Unable to hold a job as a businessman and to support his wife, daughter and the son they were expecting, Wurschmidt nearly drove off a cliff.

As he cradled the unconscious man, Wurschmidt “just said, ‘God, will you give me a chance?’ I knew as I was holding that man that I didn’t want to die. I wanted to live.”

With help from Christian charity organization World Vision, Wurschmidt and his family moved to Pittsburgh, where he attended seminary.

Today, Wurschmidt, the rector at Shepherd’s Heart parish Downtown, devotes his time to providing food, shelter and laundry services to some of Pittsburgh’s nearly 2,000 homeless people.

Wurschmidt was one of six people to speak at a forum for homelessness at Carnegie Mellon yesterday. Other speakers included U.S. Rep. Mike Doyle, D-Allegheny County; Sarah Kahn, director of field mobilization for the National Alliance to End Homelessness; Mike Lindsay, from the country Department of Human Services; Adrienne Walnoha, executive director of the Oakland-based Community Human Services Corporation; and Wurschmidt.

Wurschmidt encouraged the 40 to 50 people who attended the forum to work toward “overcoming the face of homelessness.” Many of the attendees worked in organizations dedicated to serving homeless people.

“It is not limited to that one person digging out of a trash can,” Wurschmidt said. “There are so many different faces.”

Walnoha said after the forum that while specific numbers aren’t available — many surveys tend to be city- or county-wide — Oakland has a significant homeless population, and its members don’t appear where most students might think.

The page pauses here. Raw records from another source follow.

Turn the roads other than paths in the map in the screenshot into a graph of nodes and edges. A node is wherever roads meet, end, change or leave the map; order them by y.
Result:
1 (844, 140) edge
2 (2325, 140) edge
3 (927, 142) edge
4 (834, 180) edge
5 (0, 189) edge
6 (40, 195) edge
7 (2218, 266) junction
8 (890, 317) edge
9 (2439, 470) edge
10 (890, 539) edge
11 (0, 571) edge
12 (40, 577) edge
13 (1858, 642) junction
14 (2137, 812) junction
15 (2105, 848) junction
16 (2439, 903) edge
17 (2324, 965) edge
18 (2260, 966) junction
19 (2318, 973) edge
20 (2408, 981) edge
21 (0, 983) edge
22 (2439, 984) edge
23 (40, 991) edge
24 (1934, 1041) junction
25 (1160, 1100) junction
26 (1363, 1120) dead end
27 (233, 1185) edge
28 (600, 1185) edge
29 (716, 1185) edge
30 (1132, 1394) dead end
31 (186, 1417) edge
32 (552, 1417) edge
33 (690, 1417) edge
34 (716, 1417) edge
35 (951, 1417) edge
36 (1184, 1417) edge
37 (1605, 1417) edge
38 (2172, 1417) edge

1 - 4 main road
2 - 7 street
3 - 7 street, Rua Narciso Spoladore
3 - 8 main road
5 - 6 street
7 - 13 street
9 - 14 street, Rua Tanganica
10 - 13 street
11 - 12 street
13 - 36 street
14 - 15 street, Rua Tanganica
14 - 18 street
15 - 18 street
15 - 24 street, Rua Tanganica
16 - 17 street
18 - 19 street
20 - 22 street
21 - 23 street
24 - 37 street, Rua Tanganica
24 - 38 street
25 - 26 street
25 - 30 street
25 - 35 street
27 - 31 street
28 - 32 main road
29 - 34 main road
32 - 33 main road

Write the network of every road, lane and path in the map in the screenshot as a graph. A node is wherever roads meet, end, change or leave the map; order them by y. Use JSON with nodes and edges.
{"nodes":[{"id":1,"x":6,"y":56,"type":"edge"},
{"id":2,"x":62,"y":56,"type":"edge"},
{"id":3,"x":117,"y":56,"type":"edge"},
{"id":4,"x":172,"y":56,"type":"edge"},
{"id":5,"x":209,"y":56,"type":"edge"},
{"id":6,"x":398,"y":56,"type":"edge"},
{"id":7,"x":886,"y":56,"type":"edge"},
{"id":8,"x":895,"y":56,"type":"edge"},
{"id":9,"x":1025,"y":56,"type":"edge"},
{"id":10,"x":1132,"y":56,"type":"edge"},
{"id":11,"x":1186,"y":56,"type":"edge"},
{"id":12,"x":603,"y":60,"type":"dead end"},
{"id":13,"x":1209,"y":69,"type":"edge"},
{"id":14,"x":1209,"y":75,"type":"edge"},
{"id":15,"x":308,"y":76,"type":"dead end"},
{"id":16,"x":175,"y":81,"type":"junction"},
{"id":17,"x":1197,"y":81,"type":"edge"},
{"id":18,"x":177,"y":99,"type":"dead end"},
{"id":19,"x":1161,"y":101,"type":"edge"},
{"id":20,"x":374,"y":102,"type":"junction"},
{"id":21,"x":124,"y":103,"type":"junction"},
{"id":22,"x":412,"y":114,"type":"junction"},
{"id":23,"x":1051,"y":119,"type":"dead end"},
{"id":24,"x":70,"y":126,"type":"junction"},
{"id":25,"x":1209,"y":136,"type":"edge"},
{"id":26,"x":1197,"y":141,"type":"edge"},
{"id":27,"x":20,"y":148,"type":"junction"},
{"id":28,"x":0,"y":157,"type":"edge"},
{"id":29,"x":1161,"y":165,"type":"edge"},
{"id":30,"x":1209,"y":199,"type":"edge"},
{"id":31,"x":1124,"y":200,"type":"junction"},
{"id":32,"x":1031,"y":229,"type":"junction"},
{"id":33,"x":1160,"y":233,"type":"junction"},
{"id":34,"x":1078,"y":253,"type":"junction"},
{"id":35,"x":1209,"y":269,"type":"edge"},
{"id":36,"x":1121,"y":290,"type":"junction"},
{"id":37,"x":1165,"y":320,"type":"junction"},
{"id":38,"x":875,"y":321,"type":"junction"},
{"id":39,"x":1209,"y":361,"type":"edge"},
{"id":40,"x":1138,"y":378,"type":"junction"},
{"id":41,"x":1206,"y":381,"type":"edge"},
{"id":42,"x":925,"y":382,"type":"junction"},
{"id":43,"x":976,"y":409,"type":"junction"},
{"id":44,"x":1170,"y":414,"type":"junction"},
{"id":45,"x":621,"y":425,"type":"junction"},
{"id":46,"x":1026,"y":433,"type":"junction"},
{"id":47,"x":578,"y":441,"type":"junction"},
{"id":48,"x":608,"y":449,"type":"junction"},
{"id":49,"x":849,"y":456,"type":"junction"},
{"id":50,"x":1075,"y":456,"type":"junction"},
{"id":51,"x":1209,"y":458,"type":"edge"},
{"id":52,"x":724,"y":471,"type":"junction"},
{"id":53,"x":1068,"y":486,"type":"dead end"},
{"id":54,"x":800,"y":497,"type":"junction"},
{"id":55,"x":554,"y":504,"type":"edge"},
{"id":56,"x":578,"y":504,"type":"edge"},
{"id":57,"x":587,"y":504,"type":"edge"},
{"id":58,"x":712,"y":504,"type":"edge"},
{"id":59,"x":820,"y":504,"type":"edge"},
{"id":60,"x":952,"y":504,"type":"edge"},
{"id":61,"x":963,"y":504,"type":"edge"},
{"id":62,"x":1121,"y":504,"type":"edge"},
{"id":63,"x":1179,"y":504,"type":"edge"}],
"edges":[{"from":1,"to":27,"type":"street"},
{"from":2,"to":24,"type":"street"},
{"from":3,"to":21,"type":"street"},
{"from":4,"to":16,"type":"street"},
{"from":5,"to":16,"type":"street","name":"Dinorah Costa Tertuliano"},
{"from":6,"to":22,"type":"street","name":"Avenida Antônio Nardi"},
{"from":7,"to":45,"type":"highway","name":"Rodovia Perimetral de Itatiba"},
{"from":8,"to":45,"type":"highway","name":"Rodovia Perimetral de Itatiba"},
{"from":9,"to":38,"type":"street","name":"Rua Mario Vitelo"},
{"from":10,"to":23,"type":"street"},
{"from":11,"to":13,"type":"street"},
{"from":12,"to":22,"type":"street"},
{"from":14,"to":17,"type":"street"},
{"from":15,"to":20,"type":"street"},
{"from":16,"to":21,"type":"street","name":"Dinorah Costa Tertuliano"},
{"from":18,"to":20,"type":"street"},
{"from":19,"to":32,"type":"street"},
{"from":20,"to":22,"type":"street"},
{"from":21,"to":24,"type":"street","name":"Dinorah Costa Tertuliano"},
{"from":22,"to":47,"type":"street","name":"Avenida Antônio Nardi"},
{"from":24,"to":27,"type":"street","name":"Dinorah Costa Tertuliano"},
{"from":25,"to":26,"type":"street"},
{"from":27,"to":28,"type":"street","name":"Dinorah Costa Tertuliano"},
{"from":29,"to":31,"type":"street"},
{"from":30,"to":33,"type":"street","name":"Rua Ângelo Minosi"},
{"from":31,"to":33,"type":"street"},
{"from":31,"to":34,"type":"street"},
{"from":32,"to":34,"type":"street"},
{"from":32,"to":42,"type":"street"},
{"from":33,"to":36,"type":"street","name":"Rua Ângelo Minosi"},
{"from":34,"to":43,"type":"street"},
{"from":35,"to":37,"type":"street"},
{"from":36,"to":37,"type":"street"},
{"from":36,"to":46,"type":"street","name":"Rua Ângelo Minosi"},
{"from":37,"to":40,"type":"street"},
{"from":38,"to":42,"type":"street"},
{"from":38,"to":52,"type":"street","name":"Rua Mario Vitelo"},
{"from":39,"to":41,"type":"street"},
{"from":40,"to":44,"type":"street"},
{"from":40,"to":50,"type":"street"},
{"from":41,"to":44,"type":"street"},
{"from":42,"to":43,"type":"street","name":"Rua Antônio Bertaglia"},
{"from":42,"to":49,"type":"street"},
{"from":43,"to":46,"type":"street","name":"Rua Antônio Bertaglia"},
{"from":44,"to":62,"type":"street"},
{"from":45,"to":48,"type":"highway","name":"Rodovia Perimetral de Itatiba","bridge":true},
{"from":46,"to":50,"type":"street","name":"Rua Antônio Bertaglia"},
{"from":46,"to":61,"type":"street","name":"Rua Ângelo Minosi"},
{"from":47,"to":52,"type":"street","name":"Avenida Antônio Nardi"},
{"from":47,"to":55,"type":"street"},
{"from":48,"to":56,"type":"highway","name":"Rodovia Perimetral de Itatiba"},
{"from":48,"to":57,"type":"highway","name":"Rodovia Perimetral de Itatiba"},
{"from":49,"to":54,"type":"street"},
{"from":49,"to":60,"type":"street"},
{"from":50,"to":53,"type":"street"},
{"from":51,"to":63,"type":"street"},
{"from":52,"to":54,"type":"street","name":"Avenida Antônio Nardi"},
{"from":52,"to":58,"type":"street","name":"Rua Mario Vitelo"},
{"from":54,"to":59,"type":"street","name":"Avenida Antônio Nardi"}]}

She said the majority of Oakland’s homeless people don’t panhandle along Forbes or Fifth avenues. Instead, they hide away from the hustle and bustle, often spending the night behind businesses so they can use the heat from their vents to keep warm.

They tend to be single adults, she said, because homeless families tend to stay away from the hectic environment that is sometimes Oakland.

Lindsay said about 44 percent of adults using the county’s homeless services have either a college degree or credit toward one.

Preventing homelessness, Walnoha said, is becoming more difficult than before. The program had the title “A Pay Away: The Realities of Homelessness.”

“We aren’t even lucky enough for it to be one paycheck [away],” she said. “Six months of earned income is what we need to have saved at this moment to prevent homelessness.”

Estimates from the U.S. Department of Housing and Urban Development show that the number of homeless people across the nation remained almost the same in 2008 as it was in 2007 — 664,414 on an average night in 2008, compared to an estimated 671,888 in 2007.

But that in and of itself is “alarming,” Kahn said.

In the years prior to the recession, levels of homelessness were dipping off because of an increase in federal funding for homelessness prevention programs, she said.

But aid organizations nationwide are struggling to keep up with a spike in homelessness since the recession, Kahn said, adding that she wanted attendees to encourage their legislators to pass initiatives aimed at offering more comprehensive care — such as mental health and substance abuse services — to homeless people and ending homelessness amongst veterans and children.

Yesterday’s forum is the kick-off event for a sleep-out for the homeless that will occur on the steps of the City-County Building, Downtown, Oct. 9-10.